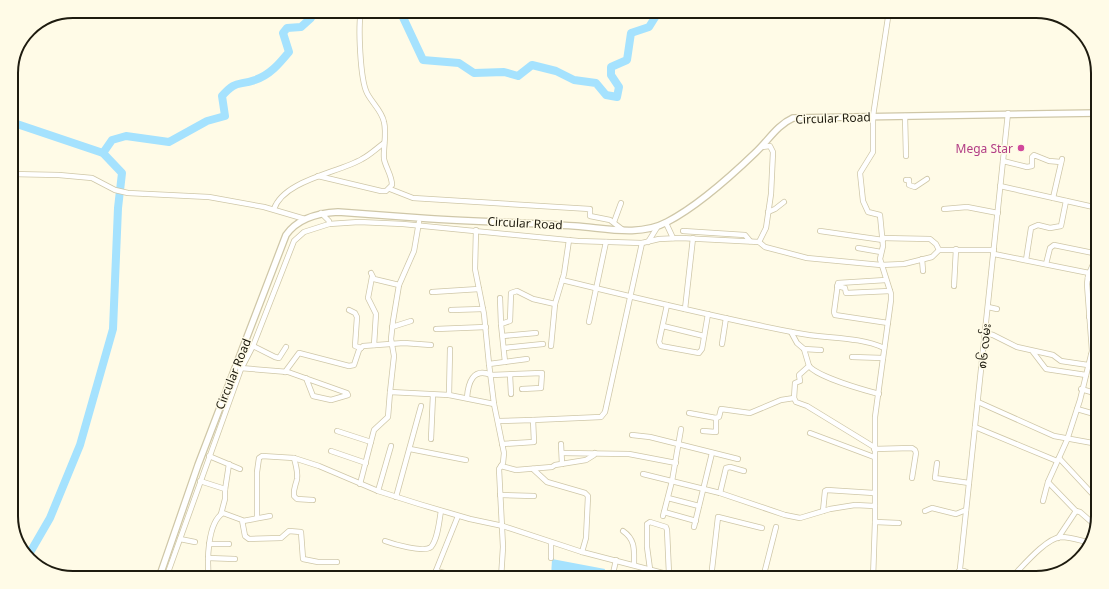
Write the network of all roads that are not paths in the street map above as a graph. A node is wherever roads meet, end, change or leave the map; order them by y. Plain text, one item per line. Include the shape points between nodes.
1 (360, 18) edge
2 (888, 18) edge
3 (1008, 113) junction
4 (1091, 113) edge
5 (873, 116) junction
6 (905, 116) junction
7 (384, 143) junction
8 (762, 147) junction
9 (906, 156) dead end
10 (1003, 161) junction
11 (18, 174) edge
12 (318, 176) junction
13 (927, 178) dead end
14 (906, 180) dead end
15 (1000, 186) junction
16 (390, 189) junction
17 (1053, 198) junction
18 (1066, 201) junction
19 (784, 202) dead end
20 (621, 203) dead end
21 (1091, 206) edge
22 (274, 209) junction
23 (944, 209) dead end
24 (768, 212) junction
25 (321, 213) junction
26 (998, 213) junction
27 (419, 218) junction
28 (305, 219) junction
29 (614, 222) junction
30 (666, 223) junction
31 (329, 224) junction
32 (418, 225) junction
33 (658, 226) junction
34 (476, 230) junction
35 (623, 230) junction
36 (683, 231) dead end
37 (820, 231) dead end
38 (673, 238) junction
39 (693, 238) junction
40 (882, 239) junction
41 (569, 240) junction
42 (750, 241) junction
43 (606, 242) junction
44 (645, 242) junction
45 (759, 242) junction
46 (858, 248) dead end
47 (956, 249) junction
48 (939, 250) junction
49 (881, 252) junction
50 (994, 252) junction
51 (1091, 252) edge
52 (922, 260) junction
53 (1026, 260) junction
54 (1046, 264) junction
55 (881, 265) junction
56 (1091, 270) edge
57 (923, 271) dead end
58 (1089, 275) junction
59 (562, 280) junction
60 (886, 280) junction
61 (399, 285) junction
62 (837, 286) junction
63 (954, 286) dead end
64 (596, 288) junction
65 (479, 289) junction
66 (890, 291) junction
67 (432, 292) dead end
68 (631, 296) junction
69 (500, 298) dead end
70 (555, 304) junction
71 (667, 305) junction
72 (988, 307) junction
73 (483, 309) junction
74 (685, 309) junction
75 (997, 309) dead end
76 (349, 310) dead end
77 (451, 310) dead end
78 (708, 314) junction
79 (1089, 317) joint
80 (726, 318) junction
81 (411, 321) dead end
82 (589, 322) dead end
83 (888, 323) junction
84 (501, 324) junction
85 (663, 326) junction
86 (392, 327) junction
87 (486, 327) junction
88 (436, 329) dead end
89 (791, 332) junction
90 (536, 333) dead end
91 (985, 333) junction
92 (503, 336) junction
93 (704, 336) junction
94 (392, 344) junction
95 (543, 344) dead end
96 (722, 344) dead end
97 (374, 345) junction
98 (431, 345) dead end
99 (253, 346) junction
100 (551, 346) dead end
101 (286, 347) dead end
102 (361, 348) junction
103 (504, 348) junction
104 (884, 348) junction
105 (450, 349) dead end
106 (804, 349) junction
107 (821, 350) dead end
108 (1033, 352) junction
109 (1091, 355) joint
110 (852, 357) dead end
111 (883, 358) junction
112 (527, 359) dead end
113 (505, 362) junction
114 (489, 364) junction
115 (1088, 365) junction
116 (809, 366) junction
117 (239, 368) junction
118 (285, 372) junction
119 (492, 375) junction
120 (510, 375) junction
121 (1086, 375) junction
122 (306, 378) junction
123 (522, 389) dead end
124 (1082, 389) junction
125 (390, 392) junction
126 (1091, 392) edge
127 (511, 394) dead end
128 (879, 394) junction
129 (433, 395) junction
130 (449, 395) junction
131 (467, 398) junction
132 (794, 398) junction
133 (978, 402) junction
134 (494, 404) junction
135 (421, 406) dead end
136 (1077, 409) junction
137 (689, 413) dead end
138 (1091, 413) edge
139 (716, 418) junction
140 (533, 420) junction
141 (498, 421) junction
142 (975, 426) junction
143 (681, 429) dead end
144 (337, 430) dead end
145 (703, 431) dead end
146 (810, 433) dead end
147 (632, 435) dead end
148 (431, 439) dead end
149 (1067, 440) junction
150 (371, 442) junction
151 (1091, 443) edge
152 (502, 444) junction
153 (562, 444) dead end
154 (679, 444) junction
155 (391, 446) dead end
156 (874, 448) junction
157 (410, 449) junction
158 (332, 451) dead end
159 (562, 453) junction
160 (595, 453) junction
161 (712, 453) junction
162 (209, 456) junction
163 (874, 457) junction
164 (294, 458) junction
165 (738, 459) dead end
166 (466, 460) dead end
167 (1058, 460) junction
168 (366, 463) junction
169 (676, 463) junction
170 (937, 463) dead end
171 (229, 464) junction
172 (562, 464) junction
173 (501, 466) junction
174 (240, 468) dead end
175 (533, 469) junction
176 (744, 471) dead end
177 (643, 474) dead end
178 (912, 478) dead end
179 (200, 481) junction
180 (672, 481) junction
181 (1048, 482) junction
182 (969, 483) junction
183 (360, 484) junction
184 (225, 490) junction
185 (703, 490) junction
186 (378, 491) junction
187 (720, 493) junction
188 (874, 493) junction
189 (1091, 493) edge
190 (500, 495) junction
191 (534, 496) dead end
192 (396, 497) junction
193 (668, 498) junction
194 (313, 500) dead end
195 (1043, 501) dead end
196 (699, 506) junction
197 (875, 506) junction
198 (966, 510) junction
199 (441, 511) junction
200 (823, 511) junction
201 (925, 511) dead end
202 (1076, 511) junction
203 (221, 514) junction
204 (270, 516) dead end
205 (458, 516) junction
206 (256, 517) junction
207 (243, 520) junction
208 (696, 521) junction
209 (1090, 521) edge
210 (875, 522) junction
211 (899, 524) dead end
212 (503, 526) junction
213 (694, 527) dead end
214 (776, 527) dead end
215 (762, 528) dead end
216 (623, 532) dead end
217 (1058, 538) junction
218 (180, 539) junction
219 (385, 541) dead end
220 (195, 542) dead end
221 (1084, 542) edge
222 (551, 543) junction
223 (210, 544) junction
224 (229, 544) dead end
225 (582, 552) junction
226 (208, 558) junction
227 (551, 558) dead end
228 (236, 559) dead end
229 (616, 560) junction
230 (336, 562) dead end
231 (634, 565) junction
232 (650, 569) junction
233 (161, 571) edge
234 (169, 571) edge
235 (209, 571) edge
236 (436, 571) edge
237 (500, 571) edge
238 (614, 571) edge
239 (656, 571) edge
240 (671, 571) edge
241 (712, 571) edge
242 (765, 571) edge
243 (873, 571) edge
244 (959, 571) joint
245 (964, 571) edge
246 (1018, 571) edge

1 - 7 street via 363,83 384,122
2 - 5 street
3 - 4 main road, Circular Road
3 - 6 main road, Circular Road
3 - 10 street, ၈၆ လမ်း
5 - 6 main road, Circular Road
5 - 8 main road, Circular Road via 793,118 778,128
5 - 40 street via 873,152 860,173 863,201 868,212 880,215
6 - 9 street
7 - 12 street via 362,159
7 - 16 street via 384,160 392,178
8 - 24 street via 772,148
8 - 30 main road, Circular Road via 735,172
10 - 15 street, ၈၆ လမ်း
10 - 17 street via 1026,167 1032,166 1034,156 1049,161 1062,160
11 - 22 street via 92,178 115,190 128,193 197,195
12 - 16 street via 381,191
12 - 22 street via 285,193 278,199
13 - 14 street via 916,187 909,185 909,180
15 - 17 street
15 - 26 street, ၈၆ လမ်း
16 - 29 street via 413,198 590,209 590,216
17 - 18 street
18 - 21 street
18 - 53 street via 1061,226 1050,228 1038,225 1032,228
19 - 24 street
20 - 29 street
22 - 28 street
23 - 26 street via 967,208
24 - 45 street via 766,228
25 - 27 main road, Circular Road
25 - 28 main road, Circular Road
25 - 31 street
26 - 50 street, ၈၆ လမ်း
27 - 32 street
27 - 35 main road, Circular Road
28 - 117 main road, Circular Road via 286,235
29 - 35 street
30 - 33 main road, Circular Road
30 - 38 street
31 - 32 street via 359,222
31 - 99 street via 304,232 294,241
32 - 34 street
32 - 61 street via 414,252
33 - 35 main road, Circular Road
33 - 44 street
34 - 41 street
34 - 65 street via 475,269
36 - 42 street via 745,235
37 - 40 street
38 - 39 street
38 - 44 street
39 - 42 street
39 - 74 street
40 - 48 street via 930,239
40 - 49 street
41 - 43 street
41 - 59 street
42 - 45 street
43 - 44 street
43 - 64 street
44 - 68 street
45 - 55 street via 765,247 807,258
46 - 49 street
47 - 48 street
47 - 50 street
47 - 63 street
48 - 52 street via 932,257
49 - 55 street
50 - 53 street
50 - 72 street, ၈၆ လမ်း
51 - 54 street via 1054,245 1050,248
52 - 55 street
52 - 57 street
53 - 54 street
54 - 58 street
55 - 60 street
56 - 58 street
58 - 79 street
59 - 64 street
59 - 70 street
60 - 62 street via 839,283
60 - 66 street
61 - 86 street
61 - 97 street via 382,282 371,275 368,298 376,314
62 - 66 street via 845,288 846,293
62 - 83 street via 835,315
64 - 68 street
64 - 82 street
65 - 67 street
65 - 73 street
66 - 83 street
68 - 71 street
68 - 140 street via 605,412 601,417
69 - 84 street
70 - 84 street via 514,291 510,321
70 - 100 street
71 - 74 street
71 - 85 street
72 - 75 street
72 - 91 street, ၈၆ လမ်း
73 - 77 street
73 - 87 street
74 - 78 street
76 - 102 street via 357,317 355,346
78 - 80 street
78 - 93 street
79 - 109 street
80 - 89 street
80 - 96 street
81 - 86 street
83 - 104 street
84 - 92 street
85 - 93 street
85 - 93 street via 659,342 661,346 699,353
86 - 94 street
87 - 88 street
87 - 114 street
89 - 104 street via 838,338
89 - 106 street
90 - 92 street
91 - 108 street
91 - 133 street, ၈၆ လမ်း
92 - 103 street
94 - 97 street
94 - 98 street
94 - 125 street via 394,356
95 - 103 street
97 - 102 street
99 - 101 street via 279,358
99 - 117 street
102 - 118 street via 352,366 299,353
103 - 113 street
104 - 111 street
105 - 130 street
106 - 107 street
106 - 116 street
108 - 115 street via 1053,355 1061,361
108 - 121 street via 1046,369
109 - 115 street
110 - 111 street
111 - 128 street
112 - 113 street
113 - 114 street
114 - 119 street
115 - 121 street
116 - 128 street via 828,377
116 - 132 street via 799,375 800,381 795,383
117 - 118 street
117 - 162 street
117 - 233 main road, Circular Road via 198,466
118 - 122 street
119 - 120 street
119 - 131 street via 480,373 472,377 468,385
119 - 134 street
120 - 123 street via 542,373 541,388
120 - 127 street
121 - 124 street
122 - 122 street via 347,393 348,395 330,400 313,396
124 - 126 street
124 - 136 street
125 - 129 street
125 - 150 street via 388,417 374,430
128 - 156 street
129 - 130 street
129 - 148 street
130 - 131 street
131 - 134 street
132 - 139 street via 781,400 752,412 721,409 719,417
132 - 156 street via 796,402 807,406
133 - 142 street, ၈၆ လမ်း
133 - 149 street
134 - 141 street
135 - 157 street
136 - 138 street
136 - 149 street
137 - 139 street
139 - 145 street via 716,432
140 - 141 street
140 - 152 street via 534,442
141 - 152 street
142 - 167 street
142 - 182 street, ၈၆ လမ်း
143 - 154 street
144 - 150 street
146 - 163 street
147 - 154 street
149 - 151 street
149 - 167 street
150 - 168 street
152 - 173 street via 504,458
153 - 159 street
154 - 161 street
154 - 169 street
155 - 186 street
156 - 163 street
156 - 178 street via 915,450
157 - 166 street
157 - 192 street
158 - 168 street
159 - 160 street
159 - 172 street
160 - 169 street via 647,456
160 - 172 street via 586,460
161 - 165 street
161 - 185 street
162 - 171 street
162 - 179 street
163 - 188 street
164 - 183 street
164 - 194 street via 297,469 297,480 293,486 294,496 297,499
164 - 206 street via 260,456
167 - 181 street
167 - 189 street
168 - 183 street
169 - 180 street
170 - 182 street via 935,478
171 - 174 street
171 - 184 street
172 - 175 street
173 - 175 street via 516,470
173 - 190 street
175 - 225 street via 547,482 588,496 586,538
176 - 187 street via 726,468
177 - 180 street
179 - 184 street
179 - 218 street
180 - 185 street
180 - 193 street
181 - 195 street
181 - 202 street
182 - 198 street, ၈၆ လမ်း
183 - 186 street
184 - 203 street
185 - 187 street
185 - 196 street
186 - 192 street
187 - 200 street via 800,518
188 - 197 street
188 - 200 street via 827,490 823,497
190 - 191 street
190 - 212 street
192 - 199 street
193 - 196 street
193 - 208 street via 664,514
196 - 208 street
197 - 200 street via 855,505
197 - 210 street
198 - 201 street via 956,514 932,508
198 - 244 street, ၈၆ လမ်း
199 - 205 street
199 - 219 street via 434,540 427,549 408,548
202 - 209 street
202 - 217 street
203 - 207 street via 229,514
203 - 223 street via 213,529
204 - 206 street
205 - 212 street
205 - 236 street
206 - 207 street
207 - 230 street via 247,538 281,538 289,531 299,531 302,533 302,556 305,560
208 - 213 street
210 - 211 street
210 - 243 street
212 - 222 street
212 - 237 street
214 - 242 street
215 - 241 street via 718,517
216 - 231 street via 632,538 634,543
217 - 221 street
217 - 246 street via 1034,554
218 - 220 street
218 - 234 street
222 - 225 street
222 - 227 street
223 - 224 street
223 - 226 street
225 - 229 street
226 - 228 street
226 - 235 street
229 - 231 street
229 - 238 street
231 - 232 street
232 - 239 street
232 - 240 street via 647,524 650,522 666,527
244 - 245 street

▶ _Problem requirements_
Filter the records above for "joint" and copy every matching line.

▶ _Written answer_
79 (1089, 317) joint
109 (1091, 355) joint
244 (959, 571) joint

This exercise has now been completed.